==== Records to use
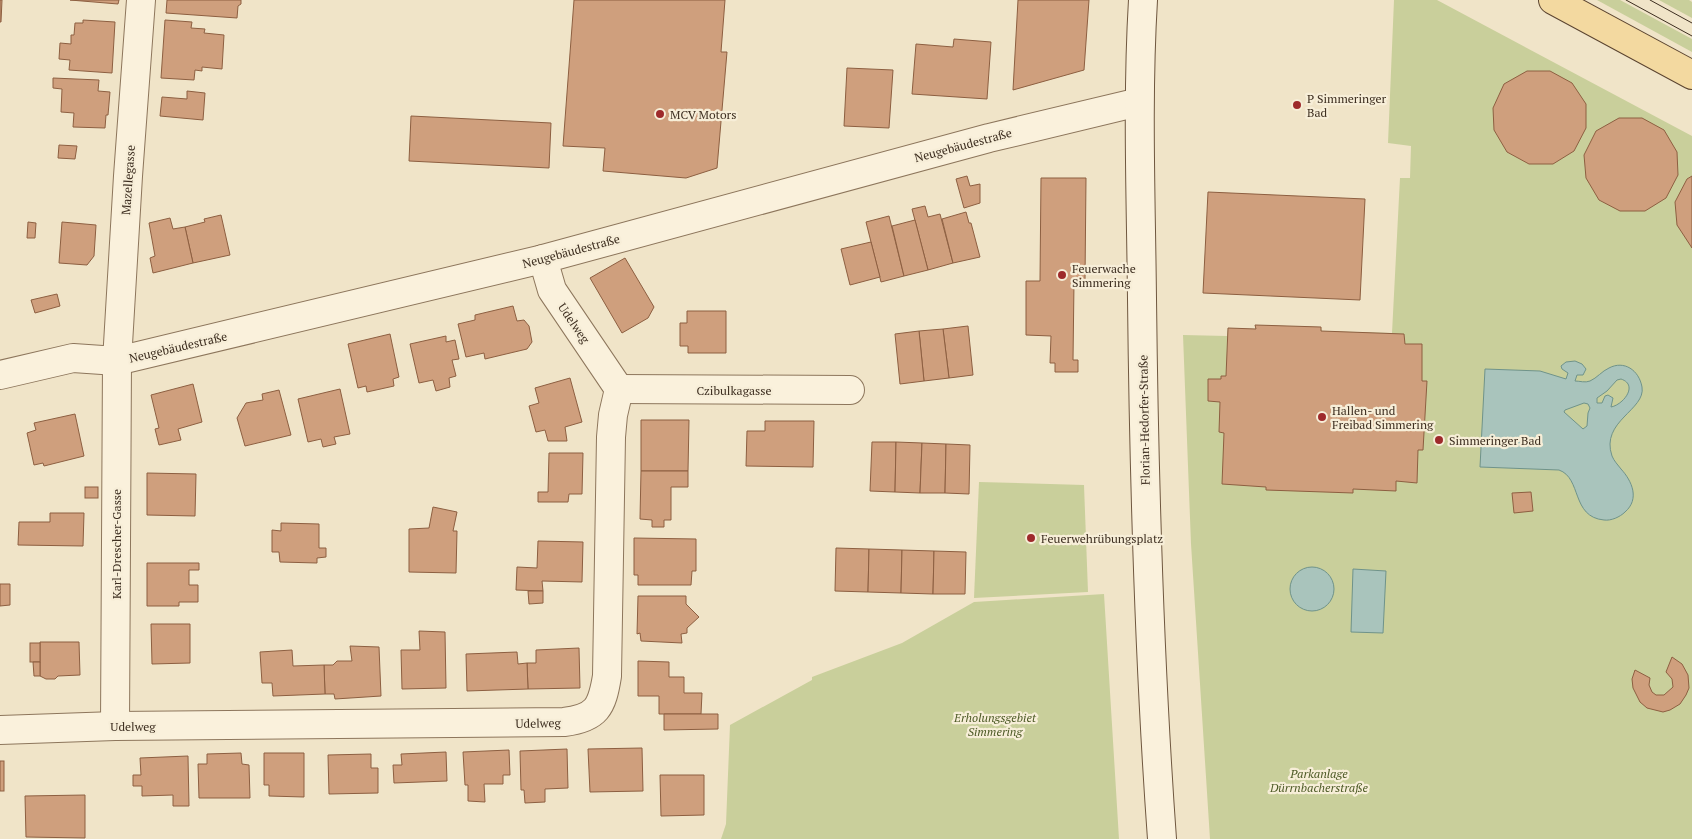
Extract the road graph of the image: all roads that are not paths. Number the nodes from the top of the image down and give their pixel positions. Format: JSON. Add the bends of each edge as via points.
{"nodes":[{"id":1,"x":141,"y":0,"type":"edge"},
{"id":2,"x":1143,"y":0,"type":"edge"},
{"id":3,"x":1553,"y":0,"type":"edge"},
{"id":4,"x":1692,"y":75,"type":"edge"},
{"id":5,"x":1139,"y":102,"type":"junction"},
{"id":6,"x":543,"y":258,"type":"junction"},
{"id":7,"x":117,"y":361,"type":"junction"},
{"id":8,"x":0,"y":375,"type":"edge"},
{"id":9,"x":619,"y":389,"type":"junction"},
{"id":10,"x":850,"y":390,"type":"dead end"},
{"id":11,"x":114,"y":726,"type":"junction"},
{"id":12,"x":0,"y":730,"type":"edge"},
{"id":13,"x":1162,"y":839,"type":"edge"}],
"edges":[{"from":1,"to":7,"type":"street","name":"Mazellegasse"},
{"from":2,"to":5,"type":"street","name":"Florian-Hedorfer-Straße"},
{"from":3,"to":4,"type":"main road"},
{"from":5,"to":6,"type":"street","name":"Neugebäudestraße","via":[[989,138]]},
{"from":5,"to":13,"type":"street","name":"Florian-Hedorfer-Straße","via":[[1143,421],[1153,708]]},
{"from":6,"to":7,"type":"street","name":"Neugebäudestraße"},
{"from":6,"to":9,"type":"street","name":"Udelweg","via":[[552,290]]},
{"from":7,"to":8,"type":"street","name":"Neugebäudestraße","via":[[73,358]]},
{"from":7,"to":11,"type":"street","name":"Karl-Drescher-Gasse"},
{"from":9,"to":10,"type":"street","name":"Czibulkagasse"},
{"from":9,"to":11,"type":"street","name":"Udelweg","via":[[611,437],[607,676],[600,705],[590,715],[578,721],[564,722]]},
{"from":11,"to":12,"type":"street","name":"Udelweg"}]}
========
From the first line to the last, retype the data exactly, without images.

Extract the road graph of the image: all roads that are not paths. Number the nodes from the top of the image down and give their pixel positions. Format: JSON. Add the bends of each edge as via points.
{"nodes":[{"id":1,"x":141,"y":0,"type":"edge"},
{"id":2,"x":1143,"y":0,"type":"edge"},
{"id":3,"x":1553,"y":0,"type":"edge"},
{"id":4,"x":1692,"y":75,"type":"edge"},
{"id":5,"x":1139,"y":102,"type":"junction"},
{"id":6,"x":543,"y":258,"type":"junction"},
{"id":7,"x":117,"y":361,"type":"junction"},
{"id":8,"x":0,"y":375,"type":"edge"},
{"id":9,"x":619,"y":389,"type":"junction"},
{"id":10,"x":850,"y":390,"type":"dead end"},
{"id":11,"x":114,"y":726,"type":"junction"},
{"id":12,"x":0,"y":730,"type":"edge"},
{"id":13,"x":1162,"y":839,"type":"edge"}],
"edges":[{"from":1,"to":7,"type":"street","name":"Mazellegasse"},
{"from":2,"to":5,"type":"street","name":"Florian-Hedorfer-Straße"},
{"from":3,"to":4,"type":"main road"},
{"from":5,"to":6,"type":"street","name":"Neugebäudestraße","via":[[989,138]]},
{"from":5,"to":13,"type":"street","name":"Florian-Hedorfer-Straße","via":[[1143,421],[1153,708]]},
{"from":6,"to":7,"type":"street","name":"Neugebäudestraße"},
{"from":6,"to":9,"type":"street","name":"Udelweg","via":[[552,290]]},
{"from":7,"to":8,"type":"street","name":"Neugebäudestraße","via":[[73,358]]},
{"from":7,"to":11,"type":"street","name":"Karl-Drescher-Gasse"},
{"from":9,"to":10,"type":"street","name":"Czibulkagasse"},
{"from":9,"to":11,"type":"street","name":"Udelweg","via":[[611,437],[607,676],[600,705],[590,715],[578,721],[564,722]]},
{"from":11,"to":12,"type":"street","name":"Udelweg"}]}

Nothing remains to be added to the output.